We may admire the work of Brit artist Tracey Emin, whose 1995 film Why I Never Became A Dancer and stitched piece The Simple Truth is part of the show.

But the simple truth about that, says collections officer Helen Ivaldi, is that: “The comparison of the highest-grossing female artists at auction to men is that the men tend to make triple the figures.”

She explains that while the proportion of female art students is higher than male: “The number of male artists represented through art dealers and galleries is much higher. The highest-grossing art sales at auction last year were all works created by men.”

The exhibition uses works from the Russell-Cotes’ collection to illustrate why women artists frequently had to resort to painting traditionally female subjects such as flowers, children and cute cottages.

As Helen explains: “Women weren’t allowed to go to art school but if they did manage to be accepted they had to go around in groups, and they were often banned from certain classes.”

Being banned from male life drawing would have been, she says, very restricting. “They wouldn’t have had that academic training.” Many women had strong ideas about the subjects they wanted to paint but no one would buy their work so they retreated back to ‘safe’ cottages and flowers.

Some female artists ‘disappeared’ after getting married: “Being able to continue was often dependent on their husbands being supportive of their choices,” says Helen.

Women invented their own solutions. Some married artists themselves and others, such as Georgina Lara whose work features in the exhibition, simply pretend to be a man called George.

Even the reason why the Russell-Cotes has so many works by female artists tells a story.
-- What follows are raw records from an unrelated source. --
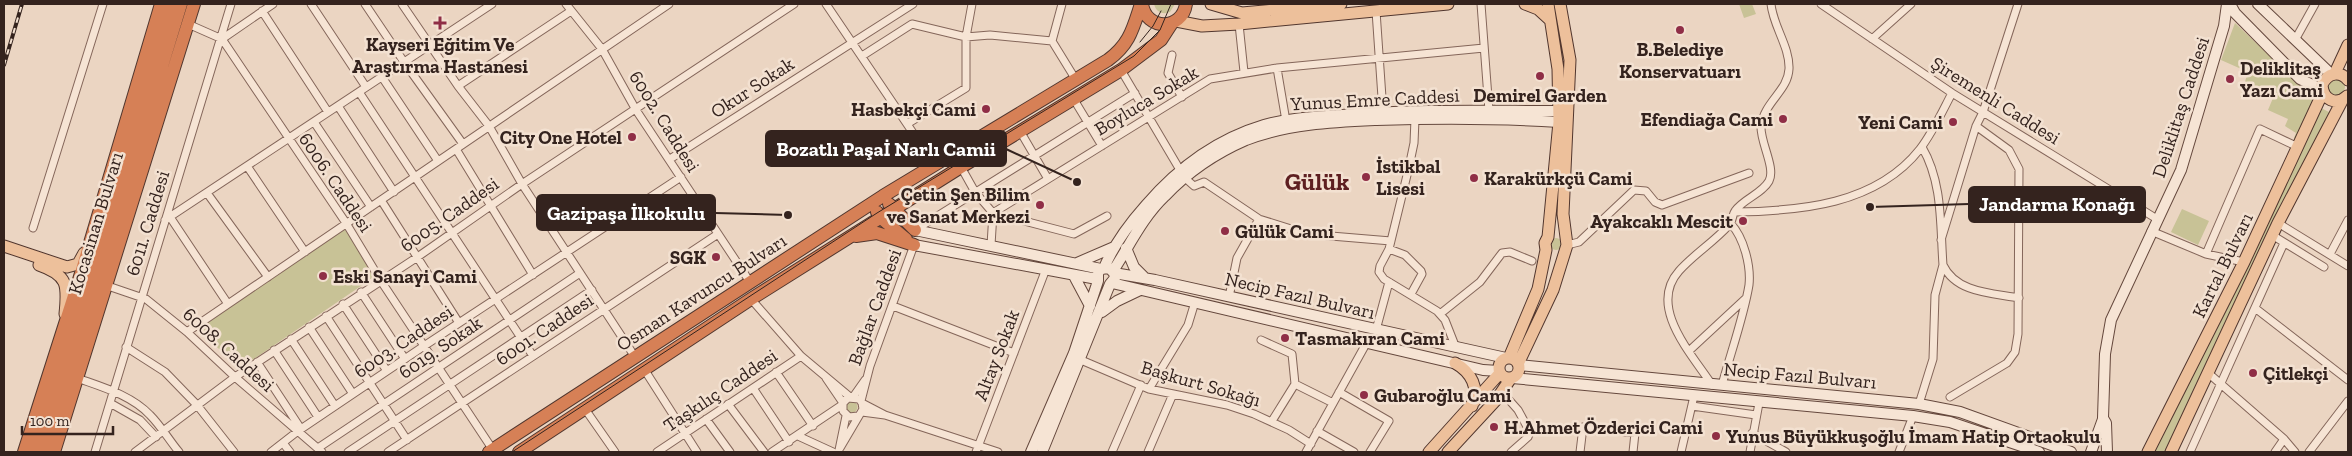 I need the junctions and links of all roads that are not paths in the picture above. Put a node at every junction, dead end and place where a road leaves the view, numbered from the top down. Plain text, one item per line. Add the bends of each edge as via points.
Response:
1 (103, 4) edge
2 (161, 4) edge
3 (170, 4) edge
4 (181, 4) edge
5 (194, 4) edge
6 (231, 4) edge
7 (273, 4) edge
8 (311, 4) edge
9 (365, 4) edge
10 (402, 4) edge
11 (492, 4) edge
12 (566, 4) edge
13 (669, 4) edge
14 (794, 4) edge
15 (826, 4) edge
16 (913, 4) edge
17 (972, 4) edge
18 (1062, 4) edge
19 (1142, 4) edge
20 (1186, 4) edge
21 (1211, 4) edge
22 (1341, 4) edge
23 (1448, 4) edge
24 (1481, 4) edge
25 (1525, 4) edge
26 (1548, 4) edge
27 (1771, 4) edge
28 (1821, 4) edge
29 (1911, 4) edge
30 (2018, 4) edge
31 (2228, 4) edge
32 (2234, 4) edge
33 (2258, 4) edge
34 (2315, 4) edge
35 (1225, 6) edge
36 (1289, 6) edge
37 (1562, 7) edge
38 (262, 11) junction
39 (571, 11) junction
40 (1376, 11) junction
41 (1550, 20) junction
42 (1174, 22) junction
43 (188, 24) junction
44 (1239, 24) junction
45 (966, 37) junction
46 (222, 39) junction
47 (1872, 39) junction
48 (2295, 40) junction
49 (852, 41) junction
50 (1052, 41) junction
51 (2348, 44) edge
52 (430, 45) junction
53 (1484, 48) junction
54 (602, 49) junction
55 (1172, 55) dead end
56 (862, 56) junction
57 (1380, 58) junction
58 (404, 62) junction
59 (1278, 68) junction
60 (1121, 70) junction
61 (1244, 72) junction
62 (2333, 74) junction
63 (382, 76) junction
64 (1076, 80) junction
65 (2348, 80) edge
66 (458, 86) junction
67 (366, 87) junction
68 (2323, 91) junction
69 (359, 92) junction
70 (1134, 93) junction
71 (1952, 93) junction
72 (1182, 97) junction
73 (2346, 97) edge
74 (1073, 98) junction
75 (338, 106) junction
76 (636, 110) junction
77 (1489, 111) junction
78 (328, 112) junction
79 (1383, 112) junction
80 (1983, 112) junction
81 (1559, 116) junction
82 (1148, 118) junction
83 (1415, 119) junction
84 (1286, 121) junction
85 (314, 122) junction
86 (1088, 122) junction
87 (907, 124) junction
88 (489, 126) junction
89 (1976, 126) junction
90 (1020, 131) junction
91 (288, 139) junction
92 (463, 144) junction
93 (1102, 146) junction
94 (1922, 146) junction
95 (2298, 148) junction
96 (456, 149) junction
97 (1034, 156) junction
98 (670, 159) junction
99 (438, 161) junction
100 (934, 164) junction
101 (247, 166) junction
102 (961, 167) junction
103 (1749, 173) dead end
104 (1182, 174) junction
105 (415, 176) junction
106 (681, 177) junction
107 (1048, 179) junction
108 (522, 184) junction
109 (207, 192) junction
110 (394, 192) junction
111 (975, 192) junction
112 (883, 196) junction
113 (381, 200) junction
114 (871, 203) junction
115 (490, 205) junction
116 (371, 206) junction
117 (893, 210) junction
118 (1734, 212) junction
119 (993, 213) junction
120 (1107, 216) dead end
121 (881, 218) junction
122 (167, 219) junction
123 (1258, 219) junction
124 (2157, 219) junction
125 (2348, 220) edge
126 (2278, 223) junction
127 (346, 224) junction
128 (1731, 224) junction
129 (33, 228) dead end
130 (94, 228) junction
131 (915, 230) junction
132 (2151, 232) junction
133 (452, 233) junction
134 (718, 234) junction
135 (2272, 235) junction
136 (851, 237) junction
137 (1548, 237) junction
138 (1941, 240) junction
139 (2284, 243) junction
140 (914, 245) junction
141 (991, 245) junction
142 (1390, 245) junction
143 (1565, 245) junction
144 (4, 246) edge
145 (1114, 247) junction
146 (1126, 248) junction
147 (1546, 250) junction
148 (305, 252) junction
149 (566, 252) junction
150 (4, 254) edge
151 (2206, 254) junction
152 (2330, 254) junction
153 (416, 258) junction
154 (1532, 261) dead end
155 (2244, 262) junction
156 (1077, 263) junction
157 (1943, 265) junction
158 (2348, 266) edge
159 (2324, 268) dead end
160 (1046, 269) junction
161 (580, 273) junction
162 (533, 275) junction
163 (1074, 276) junction
164 (1106, 276) junction
165 (268, 277) junction
166 (1145, 278) junction
167 (381, 281) junction
168 (750, 282) junction
169 (1389, 282) junction
170 (105, 285) junction
171 (592, 290) junction
172 (1140, 290) junction
173 (361, 292) junction
174 (1411, 294) junction
175 (141, 296) junction
176 (1230, 297) junction
177 (1745, 298) junction
178 (2018, 298) junction
179 (495, 299) junction
180 (751, 299) junction
181 (1195, 302) junction
182 (228, 304) junction
183 (343, 304) junction
184 (893, 306) junction
185 (1090, 306) junction
186 (2255, 308) junction
187 (604, 309) junction
188 (1440, 314) junction
189 (1099, 315) junction
190 (326, 316) junction
191 (509, 320) junction
192 (459, 323) junction
193 (64, 326) junction
194 (308, 327) junction
195 (1376, 330) junction
196 (187, 332) junction
197 (520, 337) junction
198 (291, 339) junction
199 (1261, 340) dead end
200 (1367, 342) junction
201 (424, 346) junction
202 (126, 347) junction
203 (1456, 348) junction
204 (274, 350) junction
205 (1690, 350) junction
206 (1014, 353) junction
207 (533, 356) junction
208 (801, 356) junction
209 (635, 357) junction
210 (404, 359) junction
211 (1080, 360) junction
212 (1513, 361) junction
213 (257, 362) junction
214 (1455, 363) junction
215 (438, 367) junction
216 (644, 369) junction
217 (387, 371) junction
218 (776, 372) junction
219 (2207, 372) junction
220 (1506, 375) junction
221 (235, 377) junction
222 (77, 378) junction
223 (826, 378) junction
224 (866, 380) junction
225 (2348, 380) edge
226 (370, 383) junction
227 (450, 384) junction
228 (1295, 384) junction
229 (2221, 384) junction
230 (1141, 385) junction
231 (1717, 385) junction
232 (752, 388) junction
233 (1149, 389) junction
234 (113, 391) junction
235 (1339, 392) junction
236 (1502, 392) junction
237 (353, 394) junction
238 (1173, 394) junction
239 (852, 397) junction
240 (1950, 397) dead end
241 (1693, 401) junction
242 (2348, 401) edge
243 (862, 402) junction
244 (1759, 402) junction
245 (110, 403) junction
246 (462, 403) junction
247 (1333, 403) junction
248 (384, 404) junction
249 (728, 404) junction
250 (1919, 404) junction
251 (197, 405) junction
252 (335, 406) junction
253 (1471, 407) junction
254 (585, 409) junction
255 (844, 409) junction
256 (860, 414) junction
257 (885, 415) junction
258 (1756, 415) junction
259 (1913, 416) junction
260 (318, 417) junction
261 (2103, 418) junction
262 (706, 419) junction
263 (395, 421) junction
264 (1272, 421) junction
265 (812, 426) junction
266 (299, 430) junction
267 (1318, 431) junction
268 (163, 432) junction
269 (684, 433) junction
270 (1752, 433) junction
271 (798, 436) junction
272 (156, 437) junction
273 (2284, 439) junction
274 (407, 440) junction
275 (789, 442) junction
276 (283, 443) junction
277 (1310, 444) junction
278 (977, 449) edge
279 (320, 450) edge
280 (839, 450) edge
281 (2028, 450) edge
282 (491, 451) edge
283 (660, 451) edge
284 (1681, 451) edge
285 (24, 452) edge
286 (34, 452) edge
287 (44, 452) edge
288 (54, 452) edge
289 (95, 452) edge
290 (136, 452) edge
291 (179, 452) edge
292 (234, 452) edge
293 (271, 452) edge
294 (290, 452) edge
295 (348, 452) edge
296 (388, 452) edge
297 (519, 452) edge
298 (615, 452) edge
299 (697, 452) edge
300 (730, 452) edge
301 (764, 452) edge
302 (772, 452) edge
303 (833, 452) edge
304 (998, 452) edge
305 (1031, 452) edge
306 (1042, 452) edge
307 (1112, 452) edge
308 (1148, 452) edge
309 (1306, 452) edge
310 (1354, 452) edge
311 (1370, 452) edge
312 (1429, 452) edge
313 (1448, 452) edge
314 (1511, 452) edge
315 (1580, 452) edge
316 (1633, 452) edge
317 (1750, 452) edge
318 (1786, 452) edge
319 (1899, 452) edge
320 (2039, 452) edge
321 (2071, 452) edge
322 (2091, 452) edge
323 (2107, 452) edge
324 (2148, 452) edge
325 (2171, 452) edge
326 (2190, 452) edge
327 (2275, 452) edge
328 (2295, 452) edge
329 (2309, 452) edge

1 - 129 street
2 - 130 highway
3 - 286 highway, Kocasinan Bulvarı
4 - 287 highway, Kocasinan Bulvarı
5 - 43 highway
6 - 46 street, 6011. Caddesi
7 - 38 street
8 - 67 street
9 - 58 street
10 - 52 street
11 - 52 street
12 - 39 street, 6002. Caddesi
13 - 54 street
14 - 76 street, 6005. Caddesi
15 - 49 street
16 - 49 street, Okur Sokak
17 - 45 street
18 - 50 street
19 - 42 highway via 1146,16 1153,22 1162,25
19 - 64 highway, Osman Kavuncu Bulvarı via 1128,41 1119,52
20 - 42 highway, Osman Kavuncu Bulvarı via 1183,15
21 - 35 main road
22 - 36 main road
23 - 40 main road
24 - 53 street
25 - 41 main road via 1538,9
26 - 41 main road
27 - 118 street via 1789,69 1785,84 1768,106 1762,122 1761,133 1770,177 1768,183
28 - 47 street, Şiremenli Caddesi
29 - 47 street
30 - 80 street
31 - 32 street
31 - 68 street via 2300,79
31 - 124 street, Deliklitaş Caddesi via 2184,160
33 - 48 street
34 - 48 street
35 - 36 main road via 1242,13
37 - 143 main road via 1570,60 1563,214
38 - 46 street
38 - 78 street
39 - 54 street, 6002. Caddesi
39 - 66 street
40 - 44 main road
40 - 57 street
41 - 81 main road via 1558,69
42 - 44 main road via 1202,26
42 - 60 highway, Osman Kavuncu Bulvarı via 1161,40
43 - 46 street
43 - 170 highway
44 - 61 street
45 - 50 street via 990,35
45 - 56 street via 912,24
45 - 87 street via 966,88
46 - 91 street, 6006. Caddesi
46 - 122 street, 6011. Caddesi
47 - 71 street, Şiremenli Caddesi
48 - 62 street
49 - 56 street
49 - 98 street, Okur Sokak
50 - 64 street
51 - 62 main road
52 - 58 street
52 - 66 street
53 - 57 street, Boyluca Sokak
53 - 77 street
54 - 76 street, 6002. Caddesi
54 - 88 street
55 - 72 street via 1168,73
56 - 87 street
57 - 59 street, Boyluca Sokak
57 - 79 street
58 - 63 street
58 - 92 street
59 - 61 street, Boyluca Sokak
59 - 84 street
60 - 70 street
60 - 74 highway, Osman Kavuncu Bulvarı
61 - 72 street, Boyluca Sokak via 1210,79
62 - 65 main road via 2342,74
62 - 68 main road, Kartal Bulvarı via 2324,82
63 - 67 street
63 - 99 street
64 - 100 highway, Osman Kavuncu Bulvarı
66 - 88 street
67 - 69 street
68 - 73 main road via 2330,100
68 - 95 main road, Kartal Bulvarı
69 - 75 street
69 - 105 street
70 - 82 street
70 - 86 street
71 - 80 street, Şiremenli Caddesi
71 - 94 street
72 - 82 street, Boyluca Sokak
73 - 126 main road, Kartal Bulvarı
74 - 86 street
74 - 90 highway, Osman Kavuncu Bulvarı
75 - 78 street
75 - 110 street
76 - 98 street, 6002. Caddesi
76 - 108 street, 6005. Caddesi
77 - 79 street, Yunus Emre Caddesi
77 - 81 street, Yunus Emre Caddesi
78 - 85 street
79 - 84 street, Yunus Emre Caddesi
80 - 89 street
80 - 124 street, Şiremenli Caddesi
81 - 83 street, Yunus Emre Caddesi
81 - 137 main road
82 - 93 street, Boyluca Sokak
82 - 104 street
83 - 104 street, Yunus Emre Caddesi via 1331,123 1266,134 1226,150
83 - 142 street via 1414,143
84 - 104 street, Yunus Emre Caddesi via 1264,125 1238,136
85 - 91 street
85 - 116 street
86 - 93 street
86 - 97 street
87 - 100 street
88 - 92 street
88 - 108 street
89 - 138 street
89 - 178 street via 2008,150 2019,168
90 - 97 street
90 - 102 highway, Osman Kavuncu Bulvarı
91 - 101 street
91 - 127 street, 6006. Caddesi
92 - 96 street
93 - 107 street, Boyluca Sokak
94 - 118 street via 1884,180 1844,199 1799,208
94 - 138 street via 1936,182
95 - 151 street via 2260,129
95 - 155 main road, Kartal Bulvarı
96 - 99 street
96 - 115 street
97 - 107 street
97 - 111 street
98 - 106 street, 6002. Caddesi
99 - 105 street
100 - 112 highway, Osman Kavuncu Bulvarı
101 - 109 street
101 - 148 street
102 - 111 street
102 - 117 highway, Osman Kavuncu Bulvarı
103 - 143 street via 1662,205 1657,204 1646,191 1634,190 1579,242
104 - 123 street via 1194,186 1204,182
104 - 145 street, Yunus Emre Caddesi via 1140,211
104 - 146 street, Yunus Emre Caddesi via 1147,216
105 - 110 street
105 - 133 street
106 - 134 street, 6002. Caddesi
106 - 149 street, 6003. Caddesi
107 - 119 street, Boyluca Sokak
108 - 115 street, 6005. Caddesi
108 - 149 street
109 - 122 street
109 - 165 street
110 - 113 street
111 - 119 street
111 - 131 street
112 - 114 highway, Osman Kavuncu Bulvarı
112 - 117 highway
113 - 116 street
113 - 153 street
114 - 121 highway
114 - 168 highway, Osman Kavuncu Bulvarı
115 - 133 street, 6005. Caddesi
115 - 162 street
116 - 127 street
117 - 121 highway, Osman Kavuncu Bulvarı
117 - 131 highway
118 - 128 street
119 - 120 street via 1074,234
119 - 141 street
121 - 136 highway, Osman Kavuncu Bulvarı
121 - 140 highway
122 - 175 street, 6011. Caddesi
122 - 182 street
123 - 142 street via 1307,234
123 - 176 street via 1237,258
124 - 132 street, Deliklitaş Caddesi
125 - 152 street
126 - 135 main road, Kartal Bulvarı
126 - 152 street
127 - 148 street
127 - 167 street, 6006. Caddesi
128 - 177 street via 1739,235 1747,262
128 - 205 street via 1679,271 1669,291 1670,319
130 - 144 main road via 80,262 74,266 67,267
130 - 193 highway
131 - 141 street, Necip Fazıl Bulvarı
132 - 151 street
132 - 261 street, Deliklitaş Caddesi via 2108,329
133 - 153 street, 6005. Caddesi
133 - 179 street
134 - 168 street, 6002. Caddesi
134 - 187 street, 6001. Caddesi
135 - 139 street
135 - 219 main road, Kartal Bulvarı
136 - 140 highway via 877,233
136 - 180 highway, Osman Kavuncu Bulvarı
137 - 143 main road via 1557,233
137 - 147 main road
138 - 157 street
139 - 159 street
139 - 186 street
140 - 160 street, Necip Fazıl Bulvarı
140 - 184 street, Bağlar Caddesi
141 - 156 street, Necip Fazıl Bulvarı
142 - 169 street via 1380,266 1380,275
142 - 174 street via 1422,270
143 - 147 main road via 1555,255
143 - 212 main road via 1553,290
145 - 156 street
145 - 164 street, Yunus Emre Caddesi
146 - 164 street, Yunus Emre Caddesi
146 - 166 street via 1134,267
147 - 212 main road via 1538,289
148 - 165 street
149 - 161 street
149 - 162 street, 6003. Caddesi
150 - 193 main road via 52,270 60,276 67,292
151 - 155 street
152 - 158 street
153 - 167 street, 6005. Caddesi
153 - 192 street
154 - 188 street via 1510,252 1502,253 1480,282
155 - 324 main road, Kartal Bulvarı
156 - 164 street, Necip Fazıl Bulvarı
157 - 178 street via 1951,278 1965,287
157 - 250 street via 1935,295 1933,359
160 - 163 street, Necip Fazıl Bulvarı
160 - 206 street, Altay Sokak
161 - 171 street
161 - 191 street, 6019. Sokak
162 - 179 street, 6003. Caddesi
163 - 164 street, Necip Fazıl Bulvarı
163 - 185 street
164 - 166 street, Necip Fazıl Bulvarı
164 - 172 street, Necip Fazıl Bulvarı
164 - 185 street, Yunus Emre Caddesi
164 - 189 street, Yunus Emre Caddesi
165 - 182 street
166 - 176 street, Necip Fazıl Bulvarı
167 - 173 street, 6005. Caddesi
167 - 201 street, 6006. Caddesi
168 - 209 highway, Osman Kavuncu Bulvarı
169 - 174 street
169 - 195 street
170 - 175 street, 6008. Caddesi
170 - 222 highway
171 - 187 street
171 - 197 street
172 - 181 street, Necip Fazıl Bulvarı
172 - 189 street via 1116,301
173 - 183 street, 6005. Caddesi
173 - 210 street
174 - 188 street
175 - 196 street, 6008. Caddesi
175 - 202 street, 6011. Caddesi
176 - 195 street, Necip Fazıl Bulvarı
177 - 205 street
177 - 231 street
178 - 240 street via 2018,334 2014,355 1998,370
179 - 191 street
179 - 192 street, 6003. Caddesi
180 - 208 street
180 - 216 highway, Osman Kavuncu Bulvarı
181 - 200 street, Necip Fazıl Bulvarı
181 - 233 street via 1188,325
182 - 196 street
183 - 190 street, 6005. Caddesi
183 - 217 street
184 - 206 street
184 - 224 street, Bağlar Caddesi
185 - 305 street, Yunus Emre Caddesi via 1074,353
186 - 225 street
186 - 229 street
187 - 207 street, 6001. Caddesi
187 - 209 street
188 - 203 street
189 - 211 street, Yunus Emre Caddesi
190 - 194 street, 6005. Caddesi
190 - 226 street
191 - 197 street
191 - 215 street, 6019. Sokak
192 - 201 street, 6003. Caddesi
193 - 285 highway
194 - 198 street, 6005. Caddesi
194 - 237 street
195 - 203 street, Necip Fazıl Bulvarı
196 - 221 street, 6008. Caddesi
197 - 207 street
197 - 227 street
198 - 204 street, 6005. Caddesi
198 - 252 street
199 - 228 street via 1292,354
200 - 214 street, Necip Fazıl Bulvarı
200 - 235 street
201 - 210 street, 6003. Caddesi
201 - 215 street, 6006. Caddesi
202 - 234 street, 6011. Caddesi
202 - 251 street via 165,372
203 - 212 street, Necip Fazıl Bulvarı
204 - 213 street, 6005. Caddesi
204 - 260 street
205 - 231 street
206 - 278 street, Altay Sokak
207 - 246 street, 6001. Caddesi
208 - 218 street, Taşkılıç Caddesi
208 - 223 street
209 - 282 highway, Osman Kavuncu Bulvarı
210 - 217 street, 6003. Caddesi
211 - 230 street, Başkurt Sokağı
211 - 306 street, Yunus Emre Caddesi
212 - 220 main road via 1517,374
212 - 220 main road via 1501,362
212 - 231 street, Necip Fazıl Bulvarı
213 - 221 street, 6005. Caddesi
213 - 266 street
214 - 220 street, Necip Fazıl Bulvarı
214 - 253 main road via 1474,384
215 - 227 street, 6006. Caddesi
215 - 248 street, 6019. Sokak
216 - 254 highway, Osman Kavuncu Bulvarı
216 - 269 street
217 - 226 street, 6003. Caddesi
218 - 232 street, Taşkılıç Caddesi
218 - 265 street
219 - 229 street
219 - 325 main road, Kartal Bulvarı
220 - 236 main road
220 - 241 street, Necip Fazıl Bulvarı
220 - 253 main road
221 - 251 street, 6005. Caddesi
221 - 266 street, 6008. Caddesi
222 - 234 street
222 - 288 highway
223 - 239 street
223 - 255 street
224 - 239 street, Bağlar Caddesi
224 - 243 street, Bağlar Caddesi
226 - 237 street, 6003. Caddesi
226 - 248 street
227 - 246 street, 6006. Caddesi
227 - 263 street
228 - 247 street
228 - 264 street
229 - 273 street
229 - 326 street
230 - 233 street, Başkurt Sokağı
230 - 307 street
231 - 250 street, Necip Fazıl Bulvarı
232 - 249 street, Taşkılıç Caddesi
232 - 275 street
233 - 238 street, Başkurt Sokağı
234 - 245 street, 6011. Caddesi
234 - 268 street via 145,410
235 - 247 street
235 - 311 street via 1389,421
236 - 313 main road
236 - 314 street via 1518,410 1530,432
237 - 252 street, 6003. Caddesi
238 - 264 street, Başkurt Sokağı via 1227,405
238 - 308 street
239 - 243 street
239 - 255 street, Bağlar Caddesi
241 - 244 street, Necip Fazıl Bulvarı
241 - 258 street
241 - 284 street
242 - 329 street
243 - 256 street, Bağlar Caddesi
243 - 257 street
244 - 258 street
244 - 259 street, Necip Fazıl Bulvarı
245 - 272 street via 134,416
245 - 289 street, 6011. Caddesi
246 - 274 street, 6001. Caddesi
246 - 282 street, 6006. Caddesi
247 - 267 street
248 - 263 street
248 - 279 street, 6019. Sokak
249 - 262 street, Taşkılıç Caddesi
249 - 301 street
250 - 321 street, Necip Fazıl Bulvarı via 1960,412
251 - 268 street, 6005. Caddesi
251 - 292 street
252 - 260 street, 6003. Caddesi
253 - 312 main road
254 - 297 highway, Osman Kavuncu Bulvarı
254 - 298 street
255 - 256 street
255 - 265 street, Bağlar Caddesi
255 - 280 street
256 - 257 street
256 - 280 street
257 - 278 street
258 - 270 street
259 - 281 street, Necip Fazıl Bulvarı via 1950,422
259 - 319 street
260 - 266 street, 6003. Caddesi
261 - 322 street, Deliklitaş Caddesi
261 - 323 street, Deliklitaş Caddesi
262 - 269 street, Taşkılıç Caddesi
262 - 300 street
263 - 274 street
263 - 295 street
264 - 277 street, Başkurt Sokağı
265 - 271 street, Bağlar Caddesi
266 - 276 street, 6003. Caddesi
266 - 279 street, 6008. Caddesi
267 - 277 street
267 - 310 street
268 - 272 street, 6005. Caddesi
268 - 291 street
269 - 283 street, Taşkılıç Caddesi
269 - 299 street
270 - 317 street
270 - 318 street
271 - 275 street, Bağlar Caddesi
271 - 303 street
272 - 290 street, 6005. Caddesi
273 - 327 street
273 - 328 street
274 - 296 street, 6001. Caddesi
275 - 302 street, Bağlar Caddesi
276 - 293 street, 6003. Caddesi
276 - 294 street
277 - 309 street
278 - 304 street
281 - 320 street, Necip Fazıl Bulvarı
315 - 316 street via 1582,427 1635,432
While the gallery’s redoubtable Victorian founders Merton and Annie had a loving, modern, equal partnership, the reason they acquired so many good-quality works by women artists was because, says Helen: “Merton had a good eye for a bargain and female artwork is always more competitively priced than male artwork.”

But visitors will rejoice that they did – there are paintings by Lucy Kemp-Welch, by Louisa Canziani and a splendid bronze maquette for a statue of Queen Victoria made by her spirited daughter, Princess Louise.

Although Louise came from the most privileged family in the land, and possessed undoubted talent as a painter and sculptor, even she wasn’t immune to the snobbery and backward-thinking that pervaded the Victorian art world.

“People claimed her tutor was the real author of her work,” says Helen.

“That was not true.”

Later work in the exhibition includes a painting by Evelyn Dunbar, the only full-time salaried female war artist.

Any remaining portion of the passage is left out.